> TRY IT:
Could you output each record below exactly as it stands and leave the pictures out?

____ RECORDS SUPPLIED

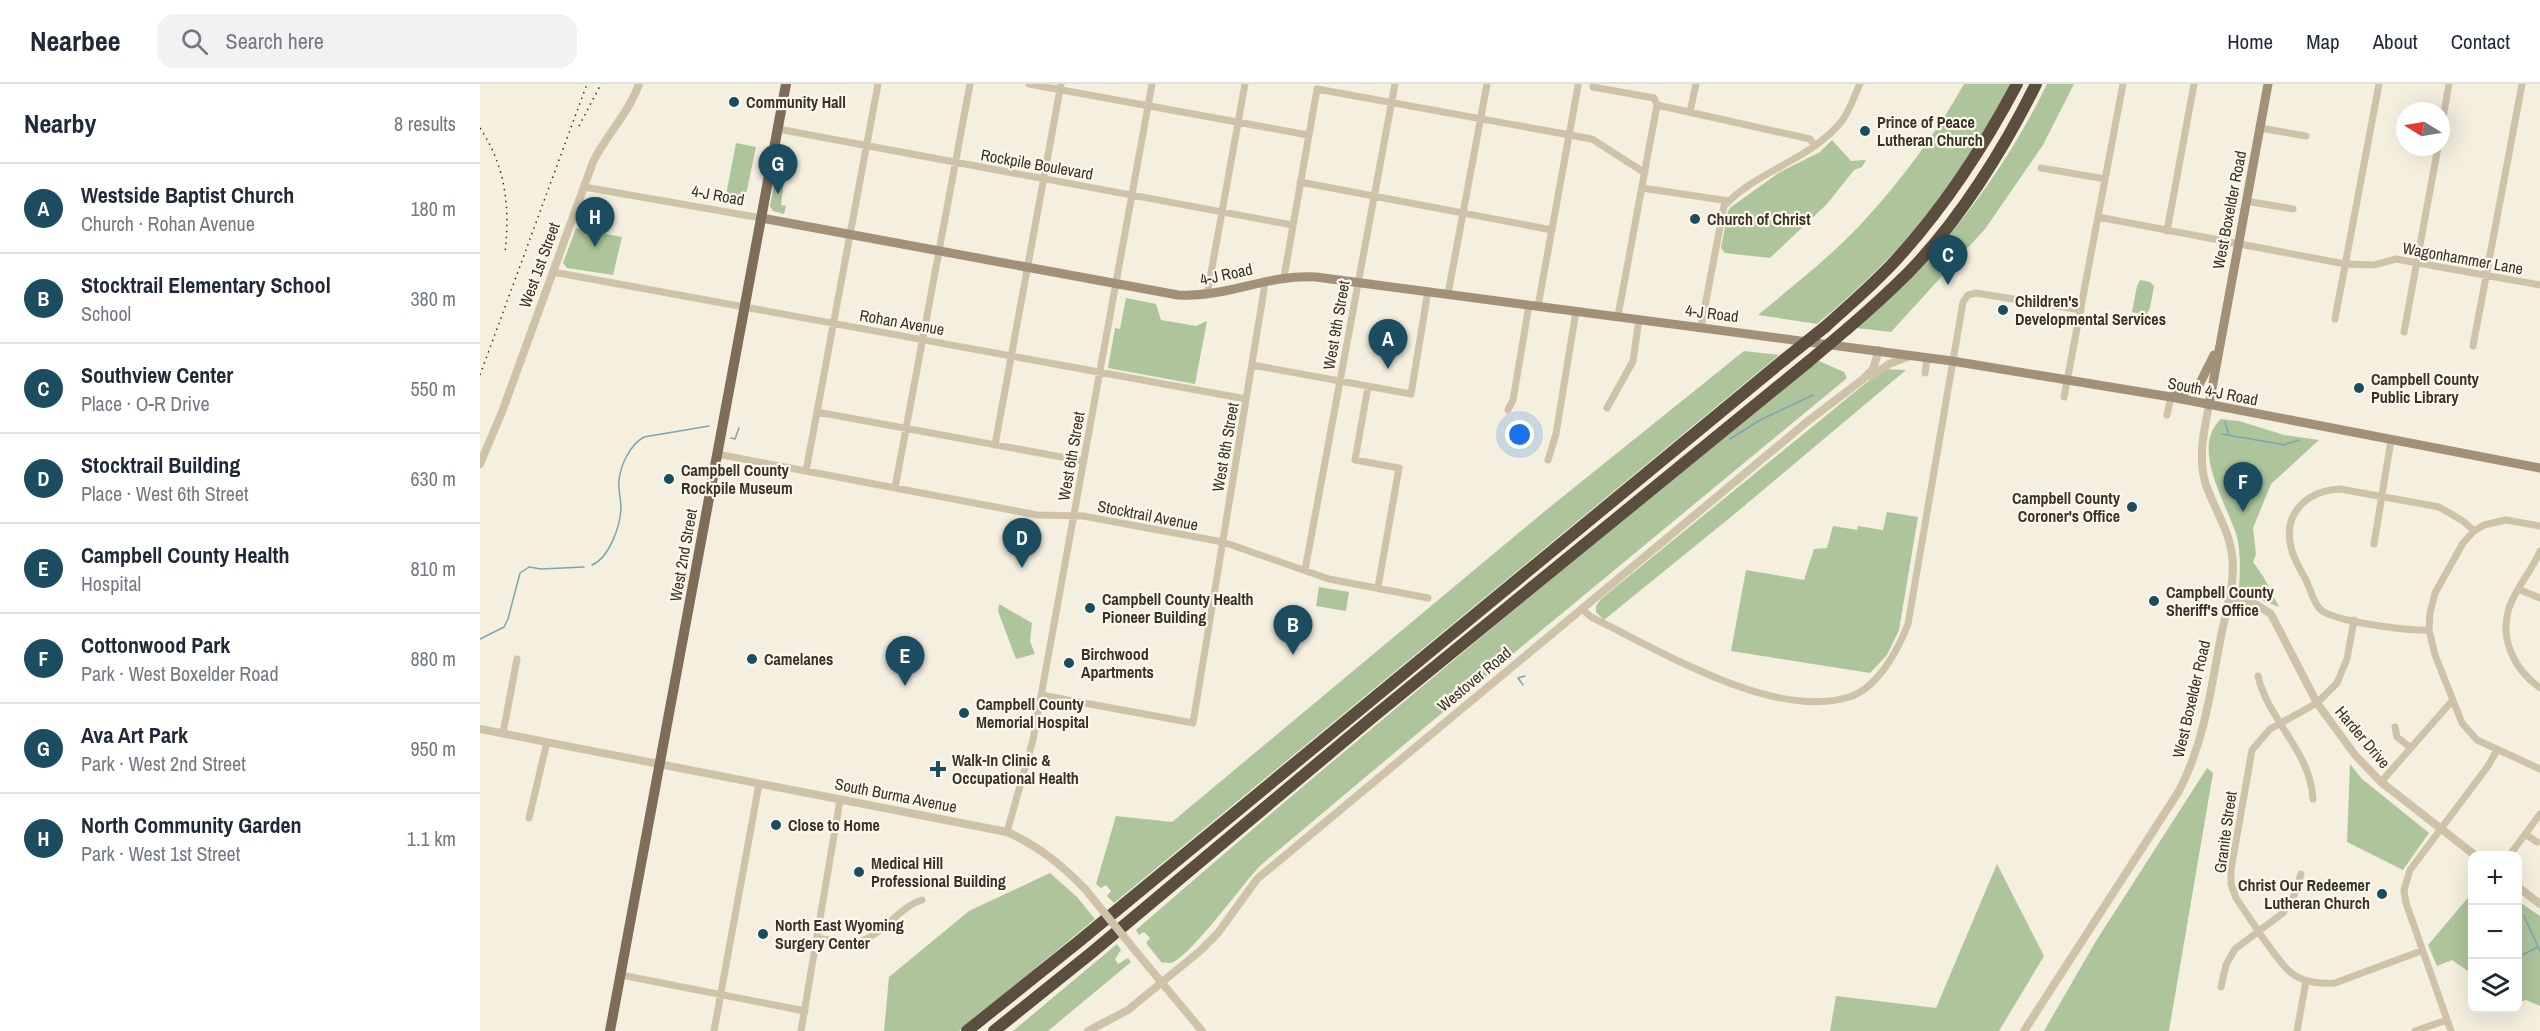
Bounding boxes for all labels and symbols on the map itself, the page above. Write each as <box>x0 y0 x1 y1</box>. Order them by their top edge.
place label: Community Hall <box>746 91 846 113</box>
marker: Community Hall <box>727 95 741 109</box>
north arrow <box>2396 102 2450 156</box>
place label: Prince of Peace Lutheran Church <box>1877 111 1983 151</box>
marker: Prince of Peace Lutheran Church <box>1858 124 1872 138</box>
street label: Rockpile Boulevard <box>979 143 1095 185</box>
pin: G <box>758 144 798 194</box>
street label: West Boxelder Road <box>2207 149 2251 271</box>
street label: 4-J Road <box>690 180 746 210</box>
pin: H <box>576 198 614 247</box>
place label: Church of Christ <box>1707 208 1811 230</box>
marker: Church of Christ <box>1688 212 1702 226</box>
street label: West 1st Street <box>513 219 565 311</box>
pin: C <box>1928 236 1968 285</box>
street label: Wagonhammer Lane <box>2401 237 2525 279</box>
street label: 4-J Road <box>1198 258 1254 290</box>
street label: West 9th Street <box>1317 278 1355 371</box>
place label: Children's Developmental Services <box>2015 290 2166 330</box>
street label: 4-J Road <box>1684 299 1740 327</box>
marker: Children's Developmental Services <box>1996 303 2010 317</box>
street label: Rohan Avenue <box>858 304 946 340</box>
pin: A <box>1368 320 1408 369</box>
place label: Campbell County Public Library <box>2371 368 2480 408</box>
street label: South 4-J Road <box>2166 372 2260 410</box>
marker: Campbell County Public Library <box>2352 381 2366 395</box>
street label: West 8th Street <box>1206 400 1244 493</box>
street label: West 6th Street <box>1052 409 1090 502</box>
your location <box>1505 420 1534 449</box>
place label: Campbell County Rockpile Museum <box>681 459 793 499</box>
pin: F <box>2224 462 2262 512</box>
marker: Campbell County Rockpile Museum <box>662 472 676 486</box>
place label: Campbell County Coroner's Office <box>2012 487 2121 527</box>
street label: Stocktrail Avenue <box>1096 494 1200 536</box>
marker: Campbell County Coroner's Office <box>2125 500 2139 514</box>
street label: West 2nd Street <box>664 507 702 603</box>
pin: D <box>1002 518 1042 568</box>
place label: Campbell County Sheriff's Office <box>2166 581 2275 621</box>
place label: Campbell County Health Pioneer Building <box>1102 588 1254 628</box>
marker: Campbell County Sheriff's Office <box>2147 594 2161 608</box>
marker: Campbell County Health Pioneer Building <box>1083 601 1097 615</box>
pin: B <box>1274 606 1312 655</box>
pin: E <box>886 636 924 686</box>
street label: West Boxelder Road <box>2167 638 2215 760</box>
street label: Westover Road <box>1432 642 1516 716</box>
place label: Birchwood Apartments <box>1081 643 1154 683</box>
place label: Camelanes <box>764 648 833 670</box>
marker: Camelanes <box>745 652 759 666</box>
marker: Birchwood Apartments <box>1062 656 1076 670</box>
place label: Campbell County Memorial Hospital <box>976 693 1089 733</box>
street label: Harder Drive <box>2330 701 2396 773</box>
marker: Campbell County Memorial Hospital <box>957 706 971 720</box>
place label: Walk-In Clinic & Occupational Health <box>952 749 1079 789</box>
marker: Walk-In Clinic & Occupational Health <box>929 760 947 778</box>
street label: South Burma Avenue <box>833 772 959 818</box>
street label: Granite Street <box>2208 789 2242 874</box>
place label: Close to Home <box>788 814 880 836</box>
marker: Close to Home <box>769 818 783 832</box>
place label: Medical Hill Professional Building <box>871 852 1006 892</box>
marker: Medical Hill Professional Building <box>852 865 866 879</box>
place label: Christ Our Redeemer Lutheran Church <box>2238 874 2371 914</box>
marker: Christ Our Redeemer Lutheran Church <box>2375 887 2389 901</box>
place label: North East Wyoming Surgery Center <box>775 914 904 954</box>
marker: North East Wyoming Surgery Center <box>756 927 770 941</box>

________

> EXPECTED ANSWER:
Bounding boxes for all labels and symbols on the map itself, the page above. Write each as <box>x0 y0 x1 y1</box>. Order them by their top edge.
place label: Community Hall <box>746 91 846 113</box>
marker: Community Hall <box>727 95 741 109</box>
north arrow <box>2396 102 2450 156</box>
place label: Prince of Peace Lutheran Church <box>1877 111 1983 151</box>
marker: Prince of Peace Lutheran Church <box>1858 124 1872 138</box>
street label: Rockpile Boulevard <box>979 143 1095 185</box>
pin: G <box>758 144 798 194</box>
street label: West Boxelder Road <box>2207 149 2251 271</box>
street label: 4-J Road <box>690 180 746 210</box>
pin: H <box>576 198 614 247</box>
place label: Church of Christ <box>1707 208 1811 230</box>
marker: Church of Christ <box>1688 212 1702 226</box>
street label: West 1st Street <box>513 219 565 311</box>
pin: C <box>1928 236 1968 285</box>
street label: Wagonhammer Lane <box>2401 237 2525 279</box>
street label: 4-J Road <box>1198 258 1254 290</box>
street label: West 9th Street <box>1317 278 1355 371</box>
place label: Children's Developmental Services <box>2015 290 2166 330</box>
street label: 4-J Road <box>1684 299 1740 327</box>
marker: Children's Developmental Services <box>1996 303 2010 317</box>
street label: Rohan Avenue <box>858 304 946 340</box>
pin: A <box>1368 320 1408 369</box>
place label: Campbell County Public Library <box>2371 368 2480 408</box>
street label: South 4-J Road <box>2166 372 2260 410</box>
marker: Campbell County Public Library <box>2352 381 2366 395</box>
street label: West 8th Street <box>1206 400 1244 493</box>
street label: West 6th Street <box>1052 409 1090 502</box>
your location <box>1505 420 1534 449</box>
place label: Campbell County Rockpile Museum <box>681 459 793 499</box>
pin: F <box>2224 462 2262 512</box>
marker: Campbell County Rockpile Museum <box>662 472 676 486</box>
place label: Campbell County Coroner's Office <box>2012 487 2121 527</box>
street label: Stocktrail Avenue <box>1096 494 1200 536</box>
marker: Campbell County Coroner's Office <box>2125 500 2139 514</box>
street label: West 2nd Street <box>664 507 702 603</box>
pin: D <box>1002 518 1042 568</box>
place label: Campbell County Sheriff's Office <box>2166 581 2275 621</box>
place label: Campbell County Health Pioneer Building <box>1102 588 1254 628</box>
marker: Campbell County Sheriff's Office <box>2147 594 2161 608</box>
marker: Campbell County Health Pioneer Building <box>1083 601 1097 615</box>
pin: B <box>1274 606 1312 655</box>
pin: E <box>886 636 924 686</box>
street label: West Boxelder Road <box>2167 638 2215 760</box>
street label: Westover Road <box>1432 642 1516 716</box>
place label: Birchwood Apartments <box>1081 643 1154 683</box>
place label: Camelanes <box>764 648 833 670</box>
marker: Camelanes <box>745 652 759 666</box>
marker: Birchwood Apartments <box>1062 656 1076 670</box>
place label: Campbell County Memorial Hospital <box>976 693 1089 733</box>
street label: Harder Drive <box>2330 701 2396 773</box>
marker: Campbell County Memorial Hospital <box>957 706 971 720</box>
place label: Walk-In Clinic & Occupational Health <box>952 749 1079 789</box>
marker: Walk-In Clinic & Occupational Health <box>929 760 947 778</box>
street label: South Burma Avenue <box>833 772 959 818</box>
street label: Granite Street <box>2208 789 2242 874</box>
place label: Close to Home <box>788 814 880 836</box>
marker: Close to Home <box>769 818 783 832</box>
place label: Medical Hill Professional Building <box>871 852 1006 892</box>
marker: Medical Hill Professional Building <box>852 865 866 879</box>
place label: Christ Our Redeemer Lutheran Church <box>2238 874 2371 914</box>
marker: Christ Our Redeemer Lutheran Church <box>2375 887 2389 901</box>
place label: North East Wyoming Surgery Center <box>775 914 904 954</box>
marker: North East Wyoming Surgery Center <box>756 927 770 941</box>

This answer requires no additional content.